先ほどコミケに参加した記事を書いた時に、「『自分が生み出した情報』を紙の本として売ることと電子データで売ることの違いってそもそも何があるんだろうか」とぼんやり考えていて、細かく言語化できなくてモヤモヤしていた。
それでもなんとなくTwitterの方で良いから言語化したいなーと思ったところ、以下のようなツイートとして吐き出された。
コミケ、情報を売るというよりその時の体験と本を売り買いする場だなあと参加する度に思うようになってきてて、電子データ経由で有料の情報を売る体験とはまた何か大きな隔たりがあるように感じる
— 桐生あんず (@anzu_mmm) August 11, 2019
IT的な事が更に好きになってから、より即物的になってしまったのか「物体としての本」より「情報そのもの」に対して強く価値を感じている部分があって、そう思うと紙の本はその手段に過ぎないのではと考える時がある。それでも電子書籍で良い作品を読むと本として手元に置きたくなるし複雑だなあとなる
— 桐生あんず (@anzu_mmm) August 11, 2019
何が言いたいかというと、コミケ*1の場合、「情報そのもの」を売るための場というよりかは「情報を含めた体験(コミュニケーション)」を紙媒体の物体を経由して売り買いしている場のように感じられることが年々増えている。
どこかでその状態を「承認を金で買っている」と表現している話を見たことがあるのだけれど、さすがにそこまでくすぶった状態として見ることは私はできなくて、自分が作ったモノを形にして、それを売って人に読んでもらったりこちらが買う場になるのはやっぱり楽しいとイベントに参加する度に思う。
それでも、数年前よりITの世界にのめり込むようになり、価値観が変わりつつあるのか、もしイベントで紙媒体のみで情報を売っている場面に出くわした時に「ネット通販対応や電子化してより多くの人に読んでもらう場を形成した方がより効率的なのでは?」となんとなくソワソワとした気持ちになることが増えてしまっている。
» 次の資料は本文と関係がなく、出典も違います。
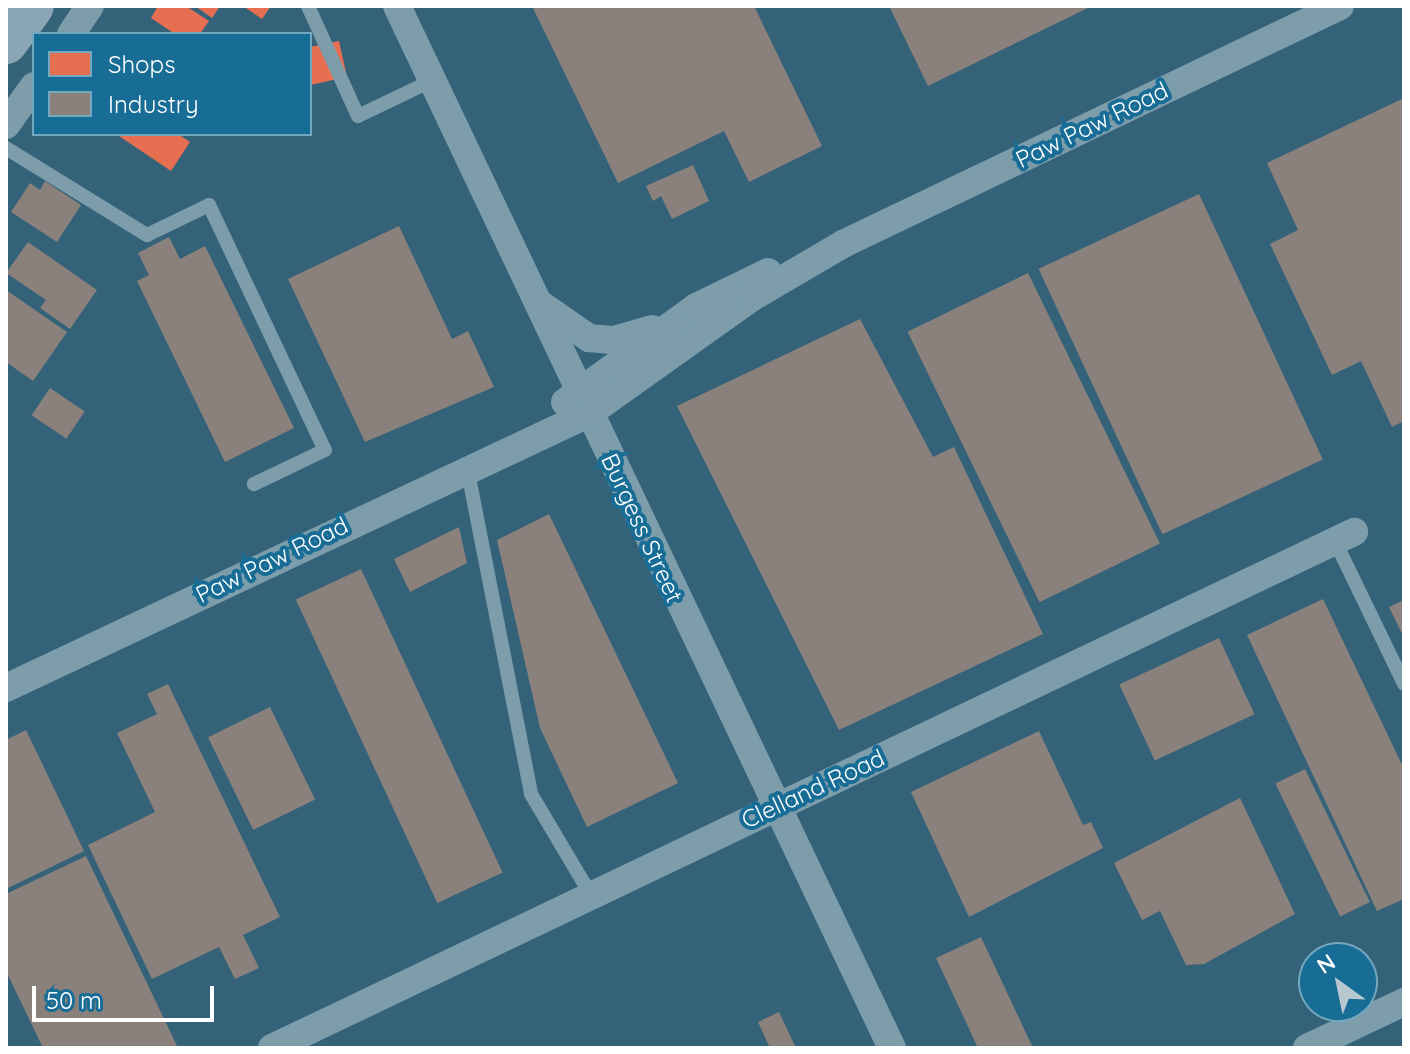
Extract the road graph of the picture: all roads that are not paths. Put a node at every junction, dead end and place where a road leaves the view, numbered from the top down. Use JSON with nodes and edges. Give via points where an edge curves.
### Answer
{"nodes":[{"id":1,"x":32,"y":6,"type":"edge"},
{"id":2,"x":90,"y":6,"type":"edge"},
{"id":3,"x":308,"y":6,"type":"edge"},
{"id":4,"x":397,"y":6,"type":"edge"},
{"id":5,"x":1293,"y":6,"type":"edge"},
{"id":6,"x":1340,"y":6,"type":"edge"},
{"id":7,"x":72,"y":32,"type":"edge"},
{"id":8,"x":1282,"y":33,"type":"junction"},
{"id":9,"x":6,"y":42,"type":"edge"},
{"id":10,"x":431,"y":81,"type":"junction"},
{"id":11,"x":32,"y":89,"type":"edge"},
{"id":12,"x":6,"y":125,"type":"edge"},
{"id":13,"x":6,"y":148,"type":"edge"},
{"id":14,"x":843,"y":244,"type":"junction"},
{"id":15,"x":523,"y":280,"type":"junction"},
{"id":16,"x":696,"y":307,"type":"junction"},
{"id":17,"x":582,"y":402,"type":"junction"},
{"id":18,"x":467,"y":466,"type":"junction"},
{"id":19,"x":254,"y":484,"type":"dead end"},
{"id":20,"x":1345,"y":536,"type":"joint"},
{"id":21,"x":1404,"y":684,"type":"edge"},
{"id":22,"x":6,"y":688,"type":"edge"},
{"id":23,"x":773,"y":808,"type":"junction"},
{"id":24,"x":591,"y":895,"type":"junction"},
{"id":25,"x":1404,"y":1002,"type":"edge"},
{"id":26,"x":272,"y":1048,"type":"edge"},
{"id":27,"x":892,"y":1048,"type":"edge"},
{"id":28,"x":1307,"y":1048,"type":"edge"}],
"edges":[{"from":1,"to":9,"type":"highway"},
{"from":2,"to":7,"type":"street"},
{"from":3,"to":10,"type":"lane","via":[[358,116]]},
{"from":4,"to":10,"type":"street","name":"Burgess Street"},
{"from":5,"to":8,"type":"street"},
{"from":6,"to":8,"type":"street","name":"Paw Paw Road"},
{"from":8,"to":14,"type":"street","name":"Paw Paw Road"},
{"from":10,"to":15,"type":"street","name":"Burgess Street"},
{"from":11,"to":12,"type":"street"},
{"from":13,"to":19,"type":"lane","via":[[147,235],[209,205],[325,450]]},
{"from":14,"to":16,"type":"street","name":"Paw Paw Road"},
{"from":14,"to":17,"type":"street","name":"Paw Paw Road"},
{"from":15,"to":16,"type":"street","via":[[554,319],[595,339],[638,335]]},
{"from":15,"to":17,"type":"street","name":"Burgess Street"},
{"from":16,"to":17,"type":"street","name":"Paw Paw Road"},
{"from":17,"to":18,"type":"street","name":"Paw Paw Road","via":[[539,432]]},
{"from":17,"to":23,"type":"street","name":"Burgess Street"},
{"from":18,"to":22,"type":"street","name":"Paw Paw Road"},
{"from":18,"to":24,"type":"lane","via":[[531,794]]},
{"from":20,"to":21,"type":"lane"},
{"from":20,"to":23,"type":"street","name":"Clelland Road"},
{"from":23,"to":24,"type":"street","name":"Clelland Road"},
{"from":23,"to":27,"type":"street","name":"Burgess Street"},
{"from":24,"to":26,"type":"street","name":"Clelland Road"},
{"from":25,"to":28,"type":"street"}]}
その中で、そういったコミュニティの様子をなんとなく観測しているとイベントの中のみで紙媒体の本の販売を行う方がより情報の機密性が高まり参加者同士で内容を楽しんだり、コミュニケーションを深める機能があるように感じられる。(ただネット通販・電子化することによって起こるリスクを未然に防いでるだけかもしれないけれど)
ただ、自分の場合はネット寄りの志向のせいなのか「その情報が公開可能のものであるならば、できるだけより多くの人に見られる場で公開していった方が面白い」と考えがちでもし今後もイベント向けに同人誌を個人制作する機会があるならば、ほぼ同時のタイミングでBOOTHやnoteで公開していく手段を進んで取っていく勢いでいる。
(今度技術書典で出す本も、イベントで紙の本を売りつつ電子版も同時販売する方向にしたい気持ちがかなり強い)
そのようなネットへの公開志向が強い人はITエンジニア界隈になんとなく多い気がしていて、OSSコミュニティの発展が関わっているのだろうかと理由を考えたりもするけれど、まだハッキリとは分かっていないので誰かと深く話したい気持ちもある。
即売会の種類によって文化圏はかなり異なってきそうなので、もし東京に行って即売会に立ち寄ることが増えたなら、様々な界隈の人から意見を聞いてみたい気もしている状況です。
自分の中の気持ちとして、「紙媒体を経由して情報を表現することも楽しいけれど、やはり電子媒体経由の情報も価値がある場面は多いはず」というのが根本にあって、「紙か電子か」で二極化できる話では到底ないんだろうなと思っている。
また、この記事では「情報を売る側」として紙と電子の双方の力について主に考えているけれど、買う側になった時目線でも語れる話が多すぎて、すぐに答えが出なそうな気がしている。
(とりあえずのところ、技術書とマンガに関しては電子で買って通勤中や就寝前の時間にiPadやiPhoneでだらだら読む体験が大好きです)
そのように、答えは見つからないけれどその違いに対してもっと考えていきたい気持ちが年々と膨らんでいる状況でした。